No, I think Ruby does it all as you suggested... It's just that in ruby, the default that has evolved is to parse json text, not just json values. The only way I've found (so far) to parse json values from a character stream is to use the ruby json parser, in quirks mode. Without quirks mode (ie. the default mode) it will raise an error if it tries to parse json values (as opposed to json text). Does that make sense? (Even if you disagree with that implementation?)

fge commented 10 years ago

@iainbeeston it makes sense and yes, I have trouble with this particular part:

the default that has evolved is to parse json text, not just json values

It was OK when RFC 4627 was the reference, but it isn't anymore ;)

pd commented 10 years ago

@iainbeeston I think the correct way for us to parse values is JSON.load('1', nil, :create_additions => false).
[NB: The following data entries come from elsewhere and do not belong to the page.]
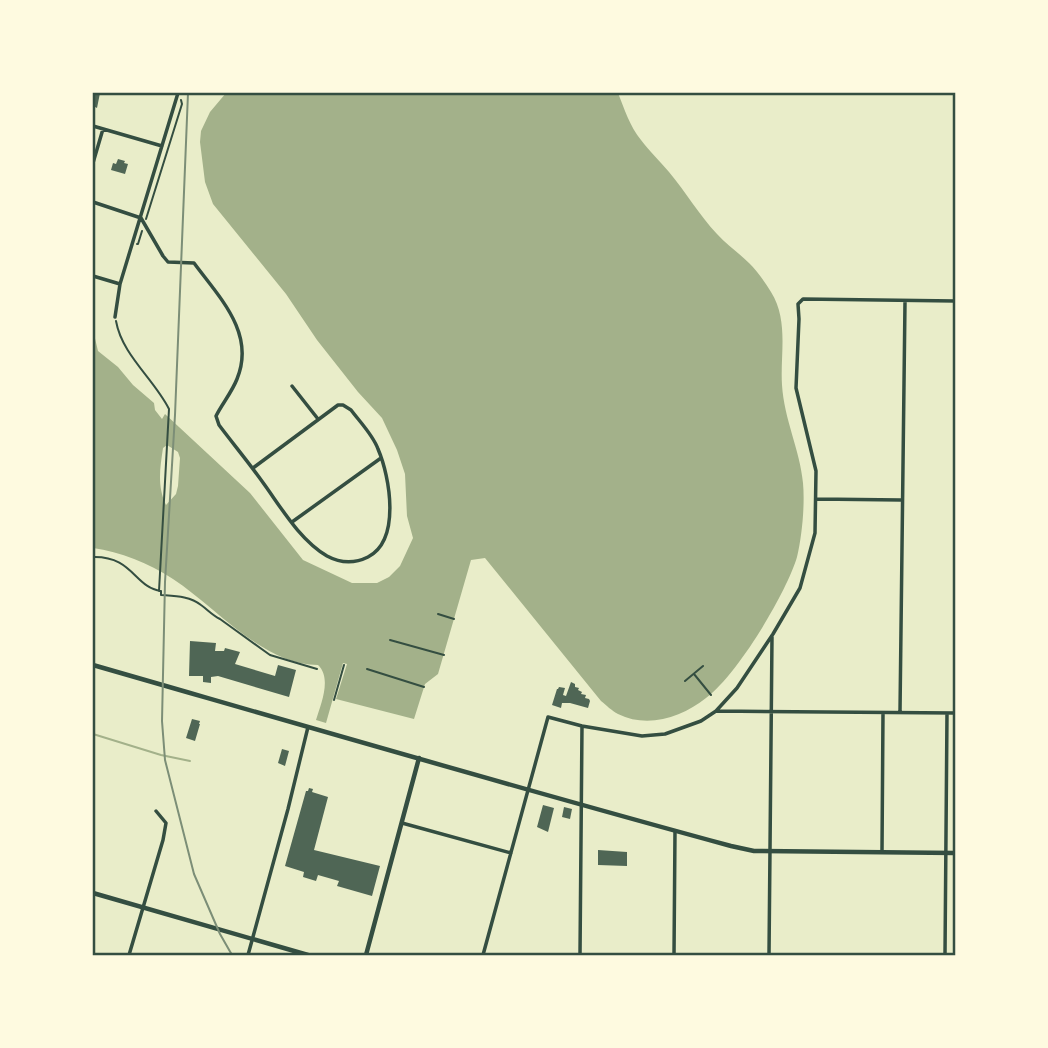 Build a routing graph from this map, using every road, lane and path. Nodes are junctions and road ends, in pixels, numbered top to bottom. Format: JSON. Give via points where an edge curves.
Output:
{"nodes":[{"id":1,"x":178,"y":93,"type":"edge"},
{"id":2,"x":93,"y":126,"type":"edge"},
{"id":3,"x":103,"y":129,"type":"junction"},
{"id":4,"x":162,"y":146,"type":"junction"},
{"id":5,"x":93,"y":163,"type":"edge"},
{"id":6,"x":93,"y":202,"type":"edge"},
{"id":7,"x":141,"y":218,"type":"junction"},
{"id":8,"x":144,"y":225,"type":"junction"},
{"id":9,"x":133,"y":243,"type":"junction"},
{"id":10,"x":93,"y":276,"type":"edge"},
{"id":11,"x":120,"y":284,"type":"junction"},
{"id":12,"x":905,"y":301,"type":"junction"},
{"id":13,"x":955,"y":301,"type":"edge"},
{"id":14,"x":115,"y":317,"type":"joint"},
{"id":15,"x":292,"y":386,"type":"dead end"},
{"id":16,"x":318,"y":419,"type":"junction"},
{"id":17,"x":381,"y":458,"type":"junction"},
{"id":18,"x":253,"y":468,"type":"junction"},
{"id":19,"x":816,"y":499,"type":"junction"},
{"id":20,"x":902,"y":499,"type":"junction"},
{"id":21,"x":292,"y":522,"type":"junction"},
{"id":22,"x":93,"y":556,"type":"edge"},
{"id":23,"x":159,"y":590,"type":"junction"},
{"id":24,"x":438,"y":614,"type":"dead end"},
{"id":25,"x":454,"y":619,"type":"dead end"},
{"id":26,"x":773,"y":635,"type":"junction"},
{"id":27,"x":390,"y":640,"type":"dead end"},
{"id":28,"x":444,"y":655,"type":"dead end"},
{"id":29,"x":955,"y":663,"type":"edge"},
{"id":30,"x":93,"y":665,"type":"edge"},
{"id":31,"x":344,"y":665,"type":"dead end"},
{"id":32,"x":703,"y":666,"type":"dead end"},
{"id":33,"x":317,"y":669,"type":"dead end"},
{"id":34,"x":367,"y":669,"type":"dead end"},
{"id":35,"x":694,"y":674,"type":"junction"},
{"id":36,"x":685,"y":681,"type":"dead end"},
{"id":37,"x":424,"y":687,"type":"dead end"},
{"id":38,"x":711,"y":695,"type":"dead end"},
{"id":39,"x":334,"y":700,"type":"dead end"},
{"id":40,"x":716,"y":711,"type":"junction"},
{"id":41,"x":771,"y":712,"type":"junction"},
{"id":42,"x":900,"y":712,"type":"junction"},
{"id":43,"x":883,"y":713,"type":"junction"},
{"id":44,"x":947,"y":713,"type":"junction"},
{"id":45,"x":955,"y":713,"type":"edge"},
{"id":46,"x":582,"y":726,"type":"junction"},
{"id":47,"x":308,"y":727,"type":"junction"},
{"id":48,"x":419,"y":758,"type":"junction"},
{"id":49,"x":947,"y":783,"type":"junction"},
{"id":50,"x":954,"y":783,"type":"edge"},
{"id":51,"x":528,"y":789,"type":"junction"},
{"id":52,"x":582,"y":804,"type":"junction"},
{"id":53,"x":156,"y":811,"type":"dead end"},
{"id":54,"x":402,"y":823,"type":"junction"},
{"id":55,"x":675,"y":831,"type":"junction"},
{"id":56,"x":770,"y":851,"type":"junction"},
{"id":57,"x":881,"y":852,"type":"junction"},
{"id":58,"x":511,"y":853,"type":"junction"},
{"id":59,"x":946,"y":853,"type":"junction"},
{"id":60,"x":955,"y":853,"type":"edge"},
{"id":61,"x":93,"y":893,"type":"edge"},
{"id":62,"x":142,"y":908,"type":"junction"},
{"id":63,"x":252,"y":940,"type":"junction"},
{"id":64,"x":129,"y":955,"type":"edge"},
{"id":65,"x":248,"y":955,"type":"edge"},
{"id":66,"x":308,"y":955,"type":"edge"},
{"id":67,"x":366,"y":955,"type":"edge"},
{"id":68,"x":483,"y":955,"type":"edge"},
{"id":69,"x":580,"y":955,"type":"edge"},
{"id":70,"x":674,"y":955,"type":"edge"},
{"id":71,"x":769,"y":955,"type":"edge"},
{"id":72,"x":944,"y":955,"type":"edge"}],
"edges":[{"from":1,"to":4,"type":"street"},
{"from":1,"to":8,"type":"path","via":[[182,104]]},
{"from":2,"to":3,"type":"street"},
{"from":3,"to":4,"type":"street"},
{"from":3,"to":5,"type":"street"},
{"from":4,"to":7,"type":"street"},
{"from":6,"to":7,"type":"street"},
{"from":7,"to":8,"type":"street"},
{"from":7,"to":9,"type":"street"},
{"from":8,"to":9,"type":"path","via":[[138,244]]},
{"from":8,"to":18,"type":"street","via":[[168,262],[194,263],[226,303],[238,327],[241,366],[216,416]]},
{"from":9,"to":11,"type":"street"},
{"from":10,"to":11,"type":"street"},
{"from":11,"to":14,"type":"street"},
{"from":12,"to":13,"type":"street"},
{"from":12,"to":19,"type":"street","via":[[803,299],[798,304],[796,388],[816,471]]},
{"from":12,"to":20,"type":"street"},
{"from":14,"to":23,"type":"path","via":[[129,352],[169,409]]},
{"from":15,"to":16,"type":"street"},
{"from":16,"to":17,"type":"street","via":[[343,405],[377,446]]},
{"from":16,"to":18,"type":"street"},
{"from":17,"to":21,"type":"street"},
{"from":17,"to":21,"type":"street","via":[[389,521],[385,539],[372,555],[351,562],[333,559],[310,544]]},
{"from":18,"to":21,"type":"street"},
{"from":19,"to":20,"type":"street"},
{"from":19,"to":26,"type":"street","via":[[815,533],[800,588]]},
{"from":20,"to":42,"type":"street"},
{"from":22,"to":23,"type":"path","via":[[120,562],[148,588]]},
{"from":23,"to":33,"type":"path","via":[[161,595],[184,596],[199,603],[271,655]]},
{"from":24,"to":25,"type":"path"},
{"from":26,"to":40,"type":"street"},
{"from":26,"to":41,"type":"street"},
{"from":27,"to":28,"type":"path"},
{"from":29,"to":45,"type":"street"},
{"from":30,"to":47,"type":"main road"},
{"from":31,"to":39,"type":"path"},
{"from":32,"to":35,"type":"path"},
{"from":34,"to":37,"type":"path"},
{"from":35,"to":36,"type":"path"},
{"from":35,"to":38,"type":"path"},
{"from":40,"to":41,"type":"street"},
{"from":40,"to":46,"type":"street","via":[[666,734],[642,736]]},
{"from":41,"to":43,"type":"street"},
{"from":41,"to":56,"type":"street"},
{"from":42,"to":43,"type":"street"},
{"from":42,"to":44,"type":"street"},
{"from":43,"to":57,"type":"street"},
{"from":44,"to":45,"type":"street"},
{"from":44,"to":49,"type":"street"},
{"from":46,"to":51,"type":"street","via":[[548,717]]},
{"from":46,"to":52,"type":"street"},
{"from":47,"to":48,"type":"main road"},
{"from":47,"to":63,"type":"street"},
{"from":48,"to":51,"type":"main road"},
{"from":48,"to":54,"type":"main road"},
{"from":49,"to":50,"type":"street"},
{"from":49,"to":59,"type":"street"},
{"from":51,"to":52,"type":"main road"},
{"from":51,"to":58,"type":"street"},
{"from":52,"to":55,"type":"main road"},
{"from":52,"to":69,"type":"street"},
{"from":53,"to":62,"type":"street","via":[[166,823]]},
{"from":54,"to":58,"type":"street"},
{"from":54,"to":67,"type":"main road"},
{"from":55,"to":56,"type":"main road"},
{"from":55,"to":70,"type":"street"},
{"from":56,"to":57,"type":"main road"},
{"from":56,"to":71,"type":"street"},
{"from":57,"to":59,"type":"main road"},
{"from":58,"to":68,"type":"street"},
{"from":59,"to":60,"type":"main road"},
{"from":59,"to":72,"type":"street"},
{"from":61,"to":62,"type":"main road"},
{"from":62,"to":63,"type":"main road"},
{"from":62,"to":64,"type":"street"},
{"from":63,"to":65,"type":"street"},
{"from":63,"to":66,"type":"main road"}]}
We need to disable create_additions because it's a security issue with untrusted data:

[1] pry(main)> class Foo
  def self.json_create(data)
    puts "uhoh!"
    :hax
  end
end

[2] pry(main)> JSON.load('{"json_class": "Foo", "data": "hi mom"}')
uhoh!
=> :hax

[3] pry(main)> JSON.load('{"json_class": "Foo", "data": "hi mom"}', nil, :create_additions => false)
=> {"json_class"=>"Foo", "data"=>"hi mom"}

But we'll still have to figure out how this interacts with all the different MultiJson adapters. =\

I think you're right about just dropping support for parsing JSON, and we should only accept pre-loaded objects, so that it's the caller's responsibility to deal with the craziness! Which would mean this is finally unambiguous:

JSON::Validator.validate({ type: 'string' , format: 'uri' }, 'http://foo.com')
iainbeeston commented 10 years ago

@fge It seems like it's an open issue in Ruby JSON (https://github.com/flori/json/issues/206) but nobody is actively working on it

iainbeeston commented 10 years ago

@pd Apparently quirks mode does more weird stuff than just allowing top-level json values (see flori/json#206) - it sounds like what we're doing right now is probably closer to being correct (bizarrely)

kwstannard commented 8 months ago

I got alerted to this via a pen test.

We are using this library to validate user input against a schema. If the user puts in a URI as a value, then this will make a request to the URI.